Hektoen International

A Journal of Medical Humanities

Thomas Bartholin’s consolation on the burning of his library

Timo Hannu
Helsinki, Finland

 

‘Thomas Bartholin. Line engraving by G. Appelmans, 1671, after H. Ditmer.’ by Heinrich Ditmer. Credit: Wellcome Collection. CC BY

Thomas Bartholin (1616-1680) was a Danish physician known for his discoveries on aspects of the human lymphatic system. Like his father, Caspar Bartholin the Elder, he was a professor of medicine, and so would be one of his sons, Caspar Bartholin the Younger, who described Bartholin’s duct and Bartholin’s glands.

Thomas Bartholin was a prolific writer who wrote on subjects of medicine and also theology. In 1670, a fire broke out on his estate, located some distance from Copenhagen, and destroyed his personal library including unpublished manuscripts. Based on this misfortune, Bartholin wrote for his consolation in 1670 a treatise, De bibliothecae incendio dissertatio ad filios, which starts as follows:

For it was while I was paying full respect to my deceased teacher, the revered Moth, that I was interrupted by the dire message that my dwelling at Hagestedgaard had been destroyed by fire, and together with the rest of the household goods the library, a collection of the most esteemed physicians and philologians who had lived in repose with me and daily consumed my leisure.”

Bartholin was not alone in his destiny. In his treatise, he summarized famous fires in which books and libraries had been vanished by Vulcan, the god of fire. According to Bartholin, there was no kingdom nor court that Vulcan had not been willing to ruin. Here he mentioned the Sybilline books, the sacred books of Jerusalem, and the Alexandrian library, among others.

Bartholin bore the calamity more bravely because “it has long been customary for Vulcan to rage in our family. Those very famous medical and mathematical books of my revered grandfather, Master Thomas Finck, were consumed by fire, a loss which the venerable old man never recalled without tears although he was otherwise unaffected by emotions.

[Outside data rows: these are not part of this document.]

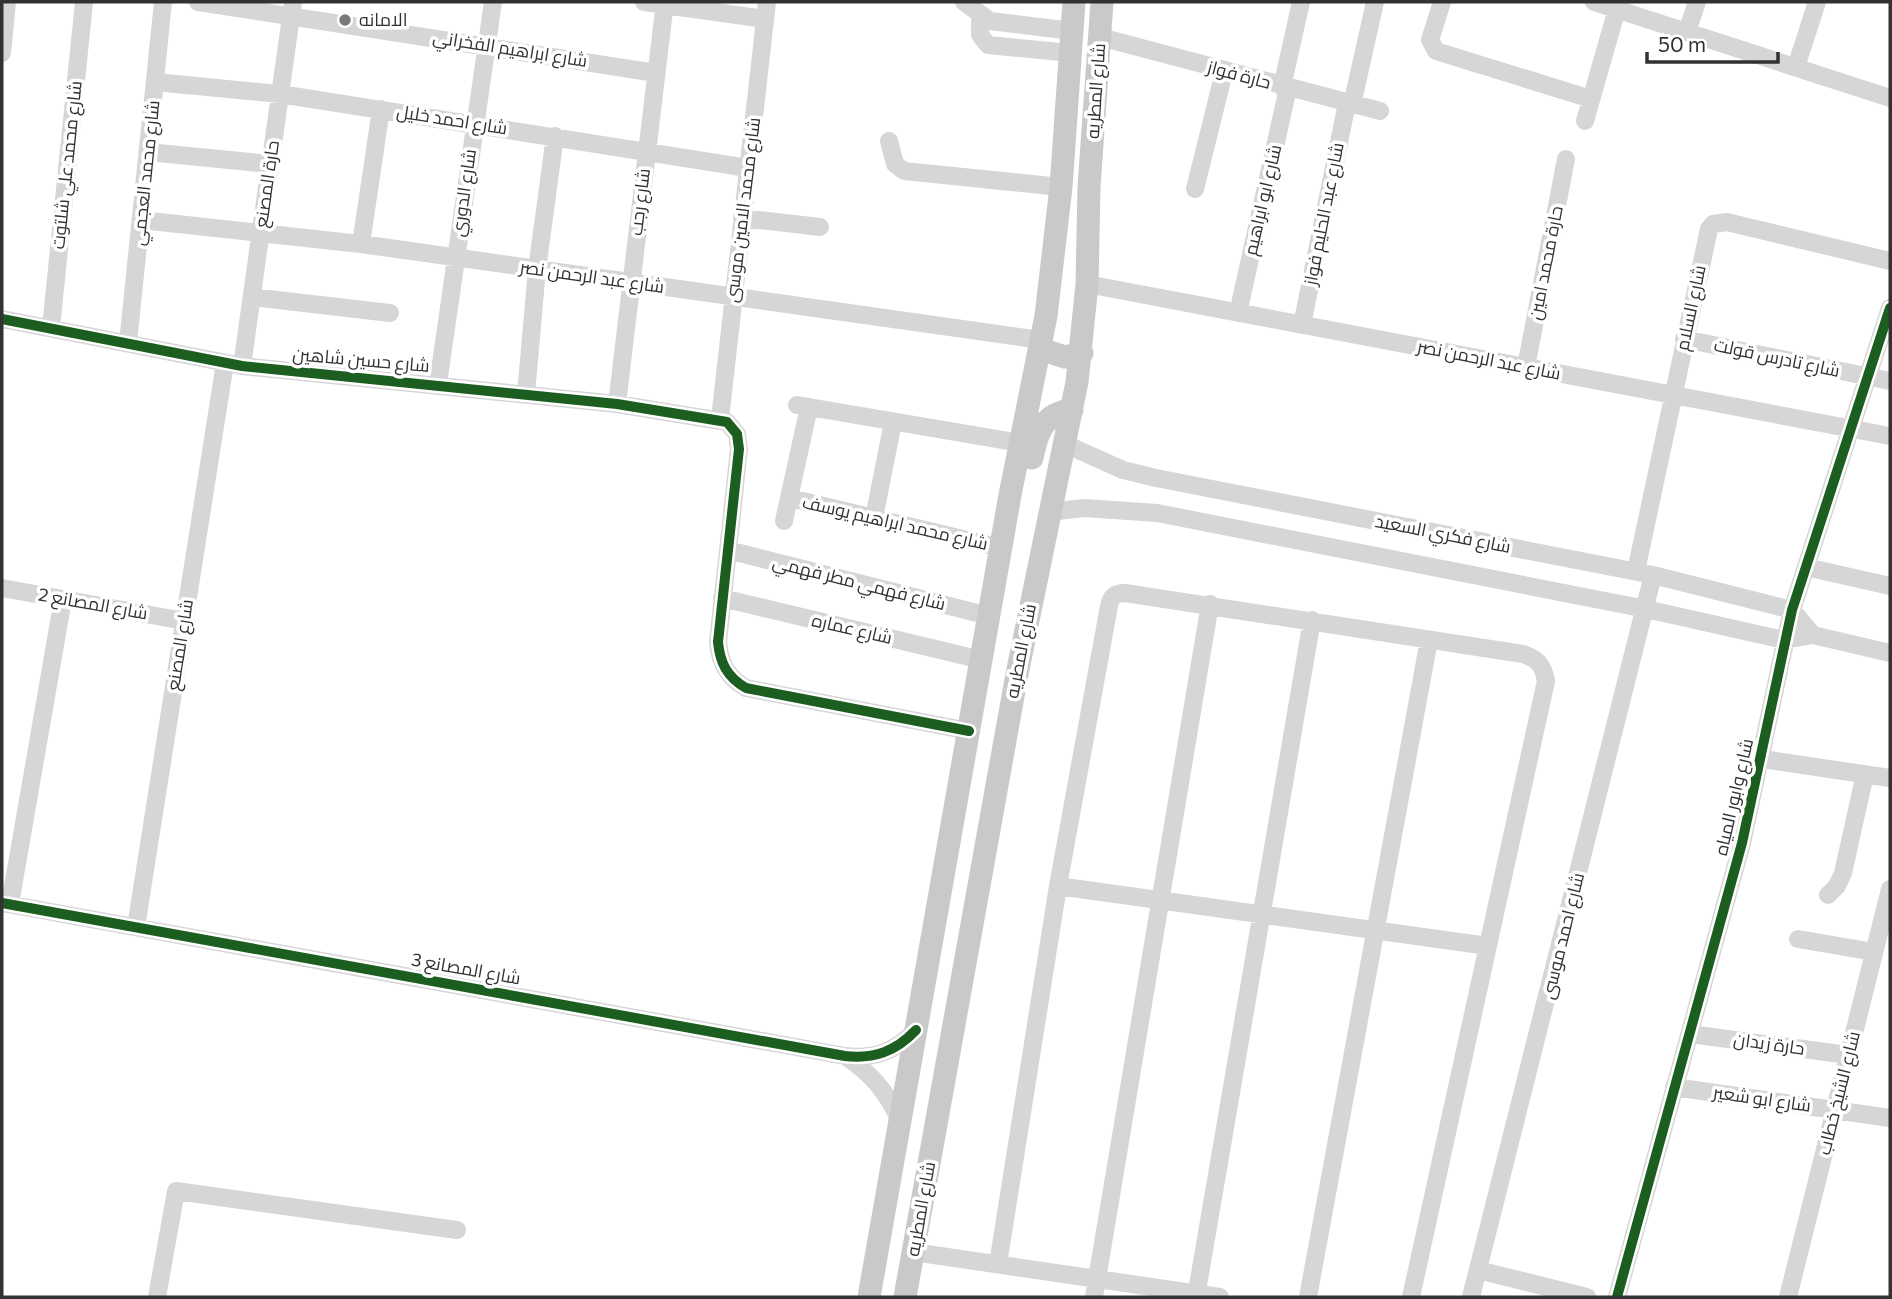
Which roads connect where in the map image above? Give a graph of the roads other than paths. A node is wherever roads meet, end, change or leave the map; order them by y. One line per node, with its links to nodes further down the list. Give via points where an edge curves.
1 (7, 2): 25 (street)
2 (84, 2): 65 (street, شارع محمد علي شلتوت)
3 (163, 2): 29 (street, شارع محمد العجمي)
4 (198, 2): 17 (street, شارع ابراهيم الفخراني)
5 (493, 2): 24 (street, شارع الدوري)
6 (645, 2): 16 (street)
7 (964, 2): 20 (street)
8 (1074, 2): 23 (main road, شارع المطريه)
9 (1102, 2): 22 (main road, شارع المطريه)
10 (1301, 2): 30 (street, شارع ابو ابراهيم)
11 (1375, 2): 34 (street, شارع عبد الحليم فواز)
12 (1442, 2): 33 (street, via 1430,40 1436,51)
13 (1594, 2): 18 (street)
14 (1697, 2): 21 (street)
15 (1817, 2): 26 (street)
16 (665, 3): 19 (street); 28 (street, شارع رجب)
17 (292, 8): 24 (street, شارع ابراهيم الفخراني); 31 (street, حارة المصنع)
18 (1617, 9): 21 (street); 33 (street)
19 (766, 10): 45 (street, شارع محمد الامين موسى)
20 (980, 16): 23 (street); 23 (street, via 980,35 988,45)
21 (1687, 32): 26 (street)
22 (1100, 37): 27 (street, حارة فواز); 57 (main road, شارع المطريه)
23 (1071, 42): 46 (main road, شارع المطريه)
24 (486, 46): 28 (street, شارع ابراهيم الفخراني); 38 (street, شارع الدوري)
25 (2, 53)
26 (1796, 66): 32 (street)
27 (1224, 72): 30 (street, حارة فواز); 47 (street)
28 (656, 73): 41 (street, شارع رجب)
29 (155, 82): 31 (street, شارع احمد خليل); 42 (street, شارع محمد العجمي)
30 (1285, 87): 34 (street, حارة فواز); 61 (street, شارع ابو ابراهيم)
31 (280, 94): 35 (street, شارع احمد خليل); 44 (street, حارة المصنع)
32 (1890, 98)
33 (1591, 99): 37 (street)
34 (1349, 104): 36 (street, حارة فواز); 64 (street, شارع عبد الحليم فواز)
35 (380, 109): 38 (street, شارع احمد خليل); 52 (street)
36 (1380, 111)
37 (1585, 121)
38 (474, 123): 39 (street, شارع احمد خليل); 53 (street, شارع الدوري)
39 (555, 136): 41 (street, شارع احمد خليل); 55 (street)
40 (889, 141): 46 (street, via 895,164 904,172)
41 (646, 151): 45 (street, شارع احمد خليل); 56 (street, شارع رجب)
42 (148, 152): 44 (street); 49 (street, شارع محمد العجمي)
43 (1566, 159): 71 (street, حارة محمد امين)
44 (270, 164): 51 (street, حارة المصنع)
45 (748, 168): 48 (street, شارع محمد الامين موسى)
46 (1061, 187): 68 (main road, شارع المطريه)
47 (1195, 189)
48 (742, 218): 50 (street); 59 (street, شارع محمد الامين موسى)
49 (141, 220): 51 (street, شارع عبد الرحمن نصر); 67 (street, شارع محمد العجمي)
50 (820, 227)
51 (261, 232): 52 (street, شارع عبد الرحمن نصر); 58 (street, حارة المصنع)
52 (361, 244): 53 (street, شارع عبد الرحمن نصر)
53 (456, 258): 55 (street, شارع عبد الرحمن نصر); 74 (street, شارع الدوري)
54 (1890, 261): 66 (street, شارع السلام, via 1713,224 1706,236)
55 (537, 269): 56 (street, شارع عبد الرحمن نصر); 75 (street)
56 (630, 282): 59 (street, شارع عبد الرحمن نصر); 77 (street, شارع رجب)
57 (1087, 284): 61 (street, شارع عبد الرحمن نصر); 69 (main road, شارع المطريه)
58 (252, 297): 60 (street); 70 (street, حارة المصنع)
59 (732, 297): 68 (street, شارع عبد الرحمن نصر); 79 (street, شارع محمد الامين موسى)
60 (390, 313)
61 (1238, 313): 64 (street, شارع عبد الرحمن نصر)
62 (2, 318): 65 (street, شارع حسين شاهين)
63 (1889, 318): 72 (street, شارع وابور المياه)
64 (1302, 325): 71 (street, شارع عبد الرحمن نصر)
65 (51, 328): 67 (street, شارع حسين شاهين)
66 (1684, 339): 72 (street, شارع تادرس قولت); 76 (street, شارع السلام)
67 (128, 343): 70 (street, شارع حسين شاهين)
68 (1041, 344): 69 (main road, via 1065,357); 83 (main road, شارع المطريه)
69 (1082, 353): 78 (main road, شارع المطريه)
70 (234, 364): 74 (street, شارع حسين شاهين); 103 (street, شارع المصنع)
71 (1526, 367): 76 (street, شارع عبد الرحمن نصر)
72 (1869, 377): 73 (street, شارع تادرس قولت); 81 (street, شارع وابور المياه)
73 (1890, 381)
74 (438, 384): 75 (street, شارع حسين شاهين)
75 (526, 394): 77 (street, شارع حسين شاهين)
76 (1673, 395): 81 (street, شارع عبد الرحمن نصر); 93 (street, شارع السلام)
77 (617, 404): 79 (street, شارع حسين شاهين)
78 (1072, 410): 84 (main road, شارع المطريه); 85 (main road, via 1055,414 1041,426 1025,484)
79 (720, 419): 91 (street, via 733,427 739,441)
80 (893, 422): 83 (street); 86 (street, via 803,406); 88 (street)
81 (1853, 429): 82 (street, شارع عبد الرحمن نصر); 92 (street, شارع وابور المياه)
82 (1890, 436)
83 (1020, 443): 85 (main road, شارع المطريه)
84 (1065, 444): 87 (main road, شارع المطريه); 93 (street, شارع فكري السعيد, via 1123,470 1156,478)
85 (1010, 495): 90 (main road, شارع المطريه)
86 (789, 498): 88 (street, شارع محمد ابراهيم يوسف); 89 (street)
87 (1049, 512): 99 (street, شارع فكري السعيد, via 1121,509 1157,513); 134 (main road, شارع المطريه)
88 (874, 518): 90 (street, شارع محمد ابراهيم يوسف)
89 (784, 521)
90 (1001, 548): 101 (main road, شارع المطريه)
91 (728, 550): 96 (street); 101 (street, شارع فهمي مطر فهمي)
92 (1806, 567): 94 (street); 100 (street, شارع وابور المياه)
93 (1644, 573): 99 (street, شارع احمد موسى); 100 (street, شارع فكري السعيد)
94 (1890, 586)
95 (2, 588): 97 (street, شارع المصانع 2)
96 (722, 598): 108 (street, شارع عماره); 109 (street, via 719,656 734,681 746,688)
97 (62, 599): 103 (street, شارع المصانع 2); 117 (street)
98 (1210, 604): 102 (street); 113 (street, via 1125,593 1111,598); 116 (street)
99 (1646, 609): 106 (street, شارع فكري السعيد); 136 (street, شارع احمد موسى)
100 (1792, 610): 104 (street); 106 (street, شارع وابور المياه)
101 (989, 616): 108 (main road, شارع المطريه)
102 (1312, 620): 105 (street); 118 (street)
103 (184, 621): 119 (street, شارع المصنع)
104 (1813, 635): 106 (street, شارع فكري السعيد); 107 (street, شارع فكري السعيد)
105 (1429, 640): 120 (street); 122 (street, via 1523,654 1543,668 1546,681)
106 (1784, 640): 110 (street, شارع وابور المياه)
107 (1890, 653)
108 (982, 660): 109 (main road, شارع المطريه)
109 (969, 731): 124 (main road, شارع المطريه)
110 (1762, 759): 111 (street); 125 (street, شارع وابور المياه)
111 (1865, 774): 112 (street); 115 (street, via 1843,873)
112 (1890, 778)
113 (1058, 886): 116 (street); 135 (street)
114 (1890, 889): 123 (street, شارع الشيخ خطاب)
115 (1828, 895)
116 (1160, 900): 118 (street); 137 (street)
117 (6, 904): 119 (street, شارع المصانع 3)
118 (1262, 914): 120 (street); 139 (street)
119 (136, 927): 127 (street, شارع المصانع 3)
120 (1374, 929): 122 (street); 146 (street)
121 (1798, 939): 123 (street)
122 (1488, 946): 147 (street)
123 (1874, 952): 126 (street, شارع الشيخ خطاب)
124 (916, 1030): 127 (street, شارع المصانع 3, via 905,1042 876,1056); 131 (main road, شارع المطريه)
125 (1690, 1034): 126 (street, حارة زيدان); 128 (street, شارع وابور المياه)
126 (1849, 1055): 129 (street, شارع الشيخ خطاب)
127 (845, 1056): 131 (street, شارع المصانع 3, via 873,1077)
128 (1674, 1087): 129 (street, شارع ابو شعير); 149 (street, شارع وابور المياه)
129 (1835, 1110): 130 (street, شارع ابو شعير); 150 (street, شارع الشيخ خطاب)
130 (1890, 1118)
131 (900, 1121): 142 (main road, شارع المطريه)
132 (179, 1191): 133 (street); 140 (street); 141 (street)
133 (457, 1230)
134 (913, 1252): 135 (street); 143 (main road, شارع المطريه)
135 (998, 1264): 137 (street)
136 (1478, 1270): 138 (street, شارع احمد موسى); 148 (street)
137 (1098, 1279): 139 (street); 144 (street)
138 (1473, 1295)
139 (1196, 1296): 145 (street)
140 (157, 1297)
141 (167, 1297)
142 (869, 1297)
143 (905, 1297)
144 (1094, 1297)
145 (1220, 1297)
146 (1308, 1297)
147 (1411, 1297)
148 (1587, 1297)
149 (1617, 1297)
150 (1788, 1297)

Bartholin viewed the fire as a punishment or test from God. To cope with his loss he mixed Christian values with the wisdom of stoicism: “Vulcan has exercised control over my goods, not my spirit, and he has raged among innocent papers so that he might instruct me in steadfastness,” and “I saw no good reason to depart from my accustomed tranquility of spirit since my wife was unharmed, my children survived and I myself was unharmed.

Bartholin added that: “nor must fire always be considered as a sign of God’s punishment, although none of us lacks sin.” The kindness of flames had been shown by God “when Moses, Elijah, and Solomon performed sacrifices, fire was sent from the sky and burned and consumed the victims.

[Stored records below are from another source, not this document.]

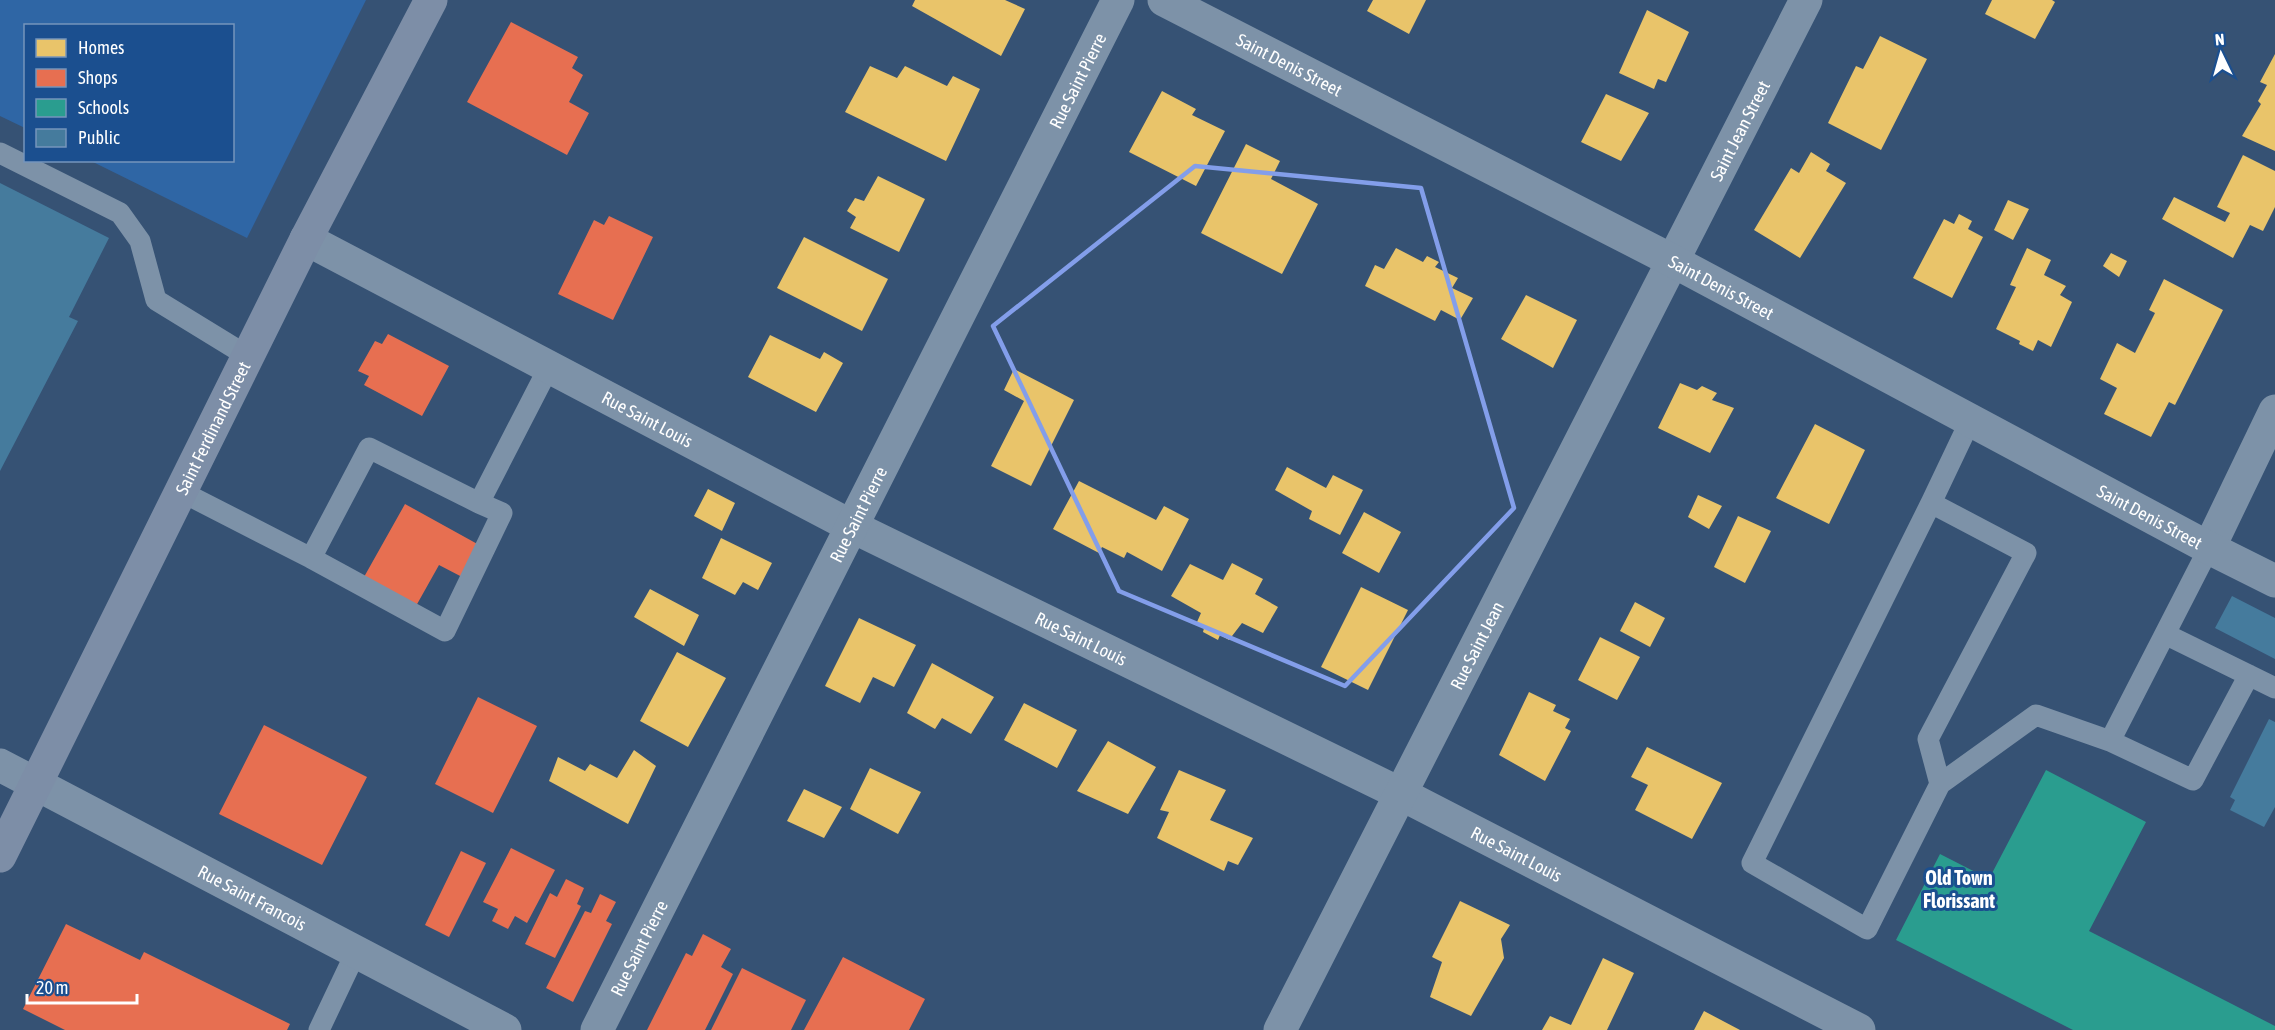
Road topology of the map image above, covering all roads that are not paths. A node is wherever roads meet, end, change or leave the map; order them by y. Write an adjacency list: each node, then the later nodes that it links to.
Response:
1 (431, 0): 6 (main road, Saint Ferdinand Street)
2 (1118, 0): 15 (street, Rue Saint Pierre)
3 (1164, 0): 7 (street, Saint Denis Street)
4 (1806, 0): 7 (street, Saint Jean Street)
5 (0, 153): 8 (lane)
6 (306, 239): 8 (main road, Saint Ferdinand Street); 9 (street, Rue Saint Louis)
7 (1673, 261): 11 (street, Saint Denis Street); 26 (street, Rue Saint Jean)
8 (249, 357): 12 (main road, Saint Ferdinand Street)
9 (549, 367): 13 (lane); 15 (street, Rue Saint Louis)
10 (2275, 411): 16 (street)
11 (1970, 420): 14 (lane); 16 (street, Saint Denis Street)
12 (182, 492): 17 (lane); 24 (main road, Saint Ferdinand Street)
13 (479, 502): 17 (lane); 17 (lane)
14 (1931, 503): 25 (lane); 25 (lane)
15 (853, 527): 26 (street, Rue Saint Louis); 32 (street, Rue Saint Pierre)
16 (2209, 548): 18 (street, Saint Denis Street); 19 (lane)
17 (311, 558)
18 (2275, 580)
19 (2164, 634): 20 (lane); 22 (lane)
20 (2249, 675): 21 (lane); 22 (lane)
21 (2275, 688)
22 (2110, 741): 25 (lane)
23 (0, 765): 24 (street, Rue Saint Francois)
24 (36, 784): 27 (main road, Saint Ferdinand Street); 28 (street, Rue Saint Francois)
25 (1940, 784)
26 (1401, 794): 33 (street, Rue Saint Jean); 34 (street, Rue Saint Louis)
27 (0, 856)
28 (356, 952): 29 (street, Rue Saint Francois); 30 (lane)
29 (464, 1020): 31 (street, Rue Saint Francois)
30 (319, 1030)
31 (505, 1030)
32 (597, 1030)
33 (1280, 1030)
34 (1859, 1030)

Bartholin found solace in knowing that “either I am able to buy them [books] again for money, or because they have already been sufficiently read and I can do without them in my old age.” Bartholin thought that God ordered him to consider another way of living: “I concern myself wholly with the immortal concerns of God and spirit,” and “I shall devote myself to those more valuable matters concerned with meditation upon death so that I may depart from life better and more felicitous.

At the end of his consolation, Bartholin catalogued the manuscripts and books lost in the fire. The first list comprised twenty-seven works which he had prepared to be published. “Here the reader will see what he may desire in the future but will never read.” The second list was “a catalogue of my personal library constructed from works hitherto published in my name or dedicated to me, which Vulcan consumed with the rest, but with less harm to me since they are available elsewhere.” The latter catalog had 129 items, including revised editions and translations of Anatomia, which his father had first published in 1611 as Anatomicae Institutiones Corporis Humani, and had served as a standard medical textbook of anatomy for decades.

 

References

  1. Bartholin T. On The Burning of His Library and On Medical Travel. Translated by Charles D. O’Malley. The University of Kansas Press, Lawrence, 1961.

 


 

TIMO HANNU is a specialist in occupational health and in occupational medicine. He has published scientific papers on rheumatology, infectious diseases, and occupational medicine. He is currently working as a medical expert in the Social Insurance Institution of Finland in Helsinki. He is interested in the history of medicine and medical humanities.